Starting redis-server: redis-server.


## Donwload model from huggingface

In [5]:
from huggingface_hub import hf_hub_download
from google.colab import userdata

model_name = "cjpais/llava-1.6-mistral-7b-gguf"
model_file = "llava-v1.6-mistral-7b.Q4_K_M.gguf"

# save your huggingface access key as HF_TOKEN in the colab secret before you continue
model_path = hf_hub_download(model_name, filename=model_file, local_dir='/content/redis-rq-llm/models/', token=userdata.get('HF_TOKEN'))
print("Model path:", model_path)

llava-v1.6-mistral-7b.Q4_K_M.gguf:   0%|          | 0.00/4.37G [00:00<?, ?B/s]

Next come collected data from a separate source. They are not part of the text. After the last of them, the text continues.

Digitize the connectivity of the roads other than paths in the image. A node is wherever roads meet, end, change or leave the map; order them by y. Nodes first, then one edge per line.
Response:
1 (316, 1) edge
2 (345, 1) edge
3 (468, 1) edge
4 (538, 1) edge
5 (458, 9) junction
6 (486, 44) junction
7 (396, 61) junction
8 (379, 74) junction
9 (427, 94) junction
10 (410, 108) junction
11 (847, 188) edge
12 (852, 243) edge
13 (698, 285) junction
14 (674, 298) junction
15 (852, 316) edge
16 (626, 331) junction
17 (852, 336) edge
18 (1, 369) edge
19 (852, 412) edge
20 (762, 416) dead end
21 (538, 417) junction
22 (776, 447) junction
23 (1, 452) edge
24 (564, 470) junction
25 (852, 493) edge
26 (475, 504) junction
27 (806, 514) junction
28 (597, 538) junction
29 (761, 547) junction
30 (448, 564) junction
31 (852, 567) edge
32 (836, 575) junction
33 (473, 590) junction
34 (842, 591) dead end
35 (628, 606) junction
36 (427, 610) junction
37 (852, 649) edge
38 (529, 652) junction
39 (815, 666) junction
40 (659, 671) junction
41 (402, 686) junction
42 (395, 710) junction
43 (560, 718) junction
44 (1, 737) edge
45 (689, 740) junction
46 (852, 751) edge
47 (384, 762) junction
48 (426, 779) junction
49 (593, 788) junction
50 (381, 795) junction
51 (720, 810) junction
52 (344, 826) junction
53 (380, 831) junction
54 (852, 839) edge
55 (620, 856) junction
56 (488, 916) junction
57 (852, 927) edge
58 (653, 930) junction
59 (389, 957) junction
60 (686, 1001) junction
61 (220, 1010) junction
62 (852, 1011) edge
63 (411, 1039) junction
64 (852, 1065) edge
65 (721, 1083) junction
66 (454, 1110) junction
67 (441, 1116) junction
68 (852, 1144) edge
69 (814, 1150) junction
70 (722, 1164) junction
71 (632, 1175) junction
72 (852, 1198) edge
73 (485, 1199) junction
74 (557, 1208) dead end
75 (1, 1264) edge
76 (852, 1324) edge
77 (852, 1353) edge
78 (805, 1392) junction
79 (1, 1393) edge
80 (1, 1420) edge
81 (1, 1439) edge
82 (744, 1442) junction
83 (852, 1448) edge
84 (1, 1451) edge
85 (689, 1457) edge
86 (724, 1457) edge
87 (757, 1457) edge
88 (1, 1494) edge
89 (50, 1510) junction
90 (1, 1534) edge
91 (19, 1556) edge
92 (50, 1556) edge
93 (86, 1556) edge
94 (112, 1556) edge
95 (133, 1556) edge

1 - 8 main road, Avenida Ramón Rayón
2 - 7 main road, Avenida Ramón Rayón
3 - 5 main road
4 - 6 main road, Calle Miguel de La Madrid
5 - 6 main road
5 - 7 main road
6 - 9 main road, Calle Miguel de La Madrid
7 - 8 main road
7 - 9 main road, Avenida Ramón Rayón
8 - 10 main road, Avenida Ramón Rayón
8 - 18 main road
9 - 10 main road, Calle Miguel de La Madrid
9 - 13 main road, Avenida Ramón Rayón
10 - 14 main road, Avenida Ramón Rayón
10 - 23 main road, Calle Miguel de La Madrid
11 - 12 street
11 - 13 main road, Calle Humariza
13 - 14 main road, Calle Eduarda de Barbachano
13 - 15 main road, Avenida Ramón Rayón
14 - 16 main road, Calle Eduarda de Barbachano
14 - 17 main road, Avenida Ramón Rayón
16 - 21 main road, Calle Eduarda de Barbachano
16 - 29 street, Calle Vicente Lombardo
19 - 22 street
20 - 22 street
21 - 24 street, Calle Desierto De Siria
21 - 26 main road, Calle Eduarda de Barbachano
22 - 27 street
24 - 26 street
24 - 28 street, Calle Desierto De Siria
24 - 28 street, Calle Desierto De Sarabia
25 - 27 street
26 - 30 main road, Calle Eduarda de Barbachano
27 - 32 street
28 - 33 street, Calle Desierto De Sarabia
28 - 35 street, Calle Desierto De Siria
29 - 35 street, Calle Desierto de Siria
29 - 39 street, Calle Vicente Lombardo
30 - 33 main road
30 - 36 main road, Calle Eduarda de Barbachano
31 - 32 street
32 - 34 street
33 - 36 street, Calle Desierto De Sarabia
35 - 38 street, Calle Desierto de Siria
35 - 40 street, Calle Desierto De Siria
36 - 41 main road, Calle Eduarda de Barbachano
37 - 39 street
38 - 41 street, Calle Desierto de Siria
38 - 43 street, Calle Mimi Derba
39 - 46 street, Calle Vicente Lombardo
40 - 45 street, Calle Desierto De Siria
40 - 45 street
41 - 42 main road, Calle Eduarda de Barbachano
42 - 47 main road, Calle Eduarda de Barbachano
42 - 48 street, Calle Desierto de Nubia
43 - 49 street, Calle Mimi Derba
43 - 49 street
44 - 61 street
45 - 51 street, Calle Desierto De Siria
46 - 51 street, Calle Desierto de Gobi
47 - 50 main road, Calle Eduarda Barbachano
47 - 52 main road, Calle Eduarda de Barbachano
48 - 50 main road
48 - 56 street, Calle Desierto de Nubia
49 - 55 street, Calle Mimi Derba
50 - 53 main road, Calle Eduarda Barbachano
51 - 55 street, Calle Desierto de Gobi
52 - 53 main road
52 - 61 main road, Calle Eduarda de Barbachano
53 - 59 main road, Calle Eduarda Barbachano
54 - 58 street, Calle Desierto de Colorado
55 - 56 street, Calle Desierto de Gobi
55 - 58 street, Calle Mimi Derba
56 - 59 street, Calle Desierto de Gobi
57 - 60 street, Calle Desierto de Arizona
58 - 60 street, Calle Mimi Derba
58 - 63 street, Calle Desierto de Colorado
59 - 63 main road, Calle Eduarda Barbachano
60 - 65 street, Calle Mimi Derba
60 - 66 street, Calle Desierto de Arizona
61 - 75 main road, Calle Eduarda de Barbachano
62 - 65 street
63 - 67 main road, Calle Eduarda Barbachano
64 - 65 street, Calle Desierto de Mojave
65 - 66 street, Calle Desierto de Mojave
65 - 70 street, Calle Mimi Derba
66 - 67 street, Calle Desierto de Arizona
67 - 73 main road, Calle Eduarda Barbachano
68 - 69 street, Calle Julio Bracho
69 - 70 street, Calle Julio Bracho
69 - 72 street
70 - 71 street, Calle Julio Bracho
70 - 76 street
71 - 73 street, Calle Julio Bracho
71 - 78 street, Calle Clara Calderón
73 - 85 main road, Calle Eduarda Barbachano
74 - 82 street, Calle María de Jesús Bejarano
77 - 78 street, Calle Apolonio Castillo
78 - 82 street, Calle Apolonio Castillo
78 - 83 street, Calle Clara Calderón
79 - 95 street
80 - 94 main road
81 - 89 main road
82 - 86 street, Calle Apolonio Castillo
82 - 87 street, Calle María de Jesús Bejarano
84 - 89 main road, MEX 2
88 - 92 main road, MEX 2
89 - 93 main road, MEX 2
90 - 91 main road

Model path: /content/redis-rq-llm/models/llava-v1.6-mistral-7b.Q4_K_M.gguf


## Create an API endpoint for the LLM

In [6]:
%%writefile fastapi_app.py
from fastapi import FastAPI, HTTPException
from pydantic import BaseModel
from llama_cpp import Llama

# Initialize the FastAPI app
app = FastAPI()

# Load the LLM model
model_path = "/content/redis-rq-llm/models/llava-v1.6-mistral-7b.Q4_K_M.gguf"
llm = Llama(model_path=model_path)

# Define request and response models
class QueryRequest(BaseModel):
    question: str

class QueryResponse(BaseModel):
    answer: str

# Define the query endpoint
@app.post("/query", response_model=QueryResponse)
async def query_llm(request: QueryRequest):
    system_message = "You are a helpful assistant"
    user_message = f"Q: {request.question} A: "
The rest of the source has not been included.